Set 102018
 

Da Logroño a Najera

Polvere, fango, sole e pioggia, è il cammino di Santiago.
Migliaia di pellegrini, e più di migliaia di anni.

Pellegrino chi ti chiama? Quale forza oscura ti attira?
Non il cammino delle stelle, né le grandi Cattedrali.

Non la selvaggia Navarra, né il vino dei Riojani,
né i frutti di mare galleghi, né i campi della Castiglia.

Pellegrino chi ti chiama? Quale forza oscura ti attira?
Non la gente del cammino, né gli usi rurali.

Non la storia e la cultura, né il gallo della Calzada,
né il palazzo del Gaudì, né il castello di Ponferrada.

Tutto questo vedo passando e vederlo è una gioia,
ma la voce che mi chiama è molta più profonda.

La forza che mi spinge, la forza che mi attira,
non so spiegarla neanche io, solo chi arriva lo sa.

-Eugenio Garibay-

Questo è un piccolo poemetto che si trova all’inizio della città di Najera.

Di oggi c’è poco altro da dire se non di scoiattoli che sembrano domestici tanto ti stanno accanto, di un cane che per qualche decina di minuti è stato il nostro migliore amico, di un’alba magnifica sulla città e di sudore, fatica, soddisfazione.

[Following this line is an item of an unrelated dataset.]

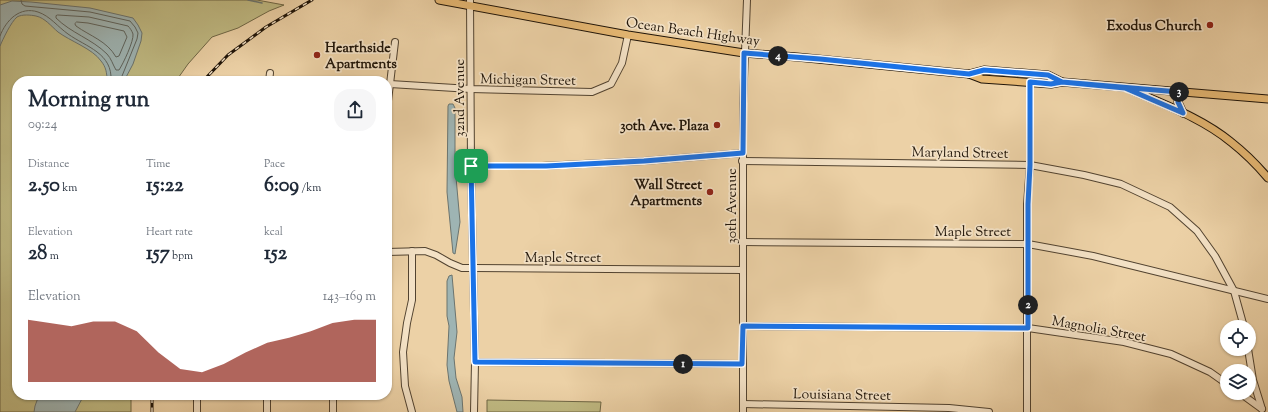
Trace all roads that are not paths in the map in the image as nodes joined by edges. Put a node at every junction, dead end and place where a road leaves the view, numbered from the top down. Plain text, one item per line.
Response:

Tutto ciò che leggi qui dentro è una libera rielaborazioni di vissuti, sogni e immaginati. Non rispecchia necessariamente la mia realtà. Se chi legge presume di interpretare la mia vera persona sbaglia. Se chi legge presume che tutto sia inventato sbaglia parimenti. Se tu che leggi mi conosci, leggimi come leggeresti uno scrittore sconosciuto e non chiederti altro di diverso di ciò che chiederesti di questo.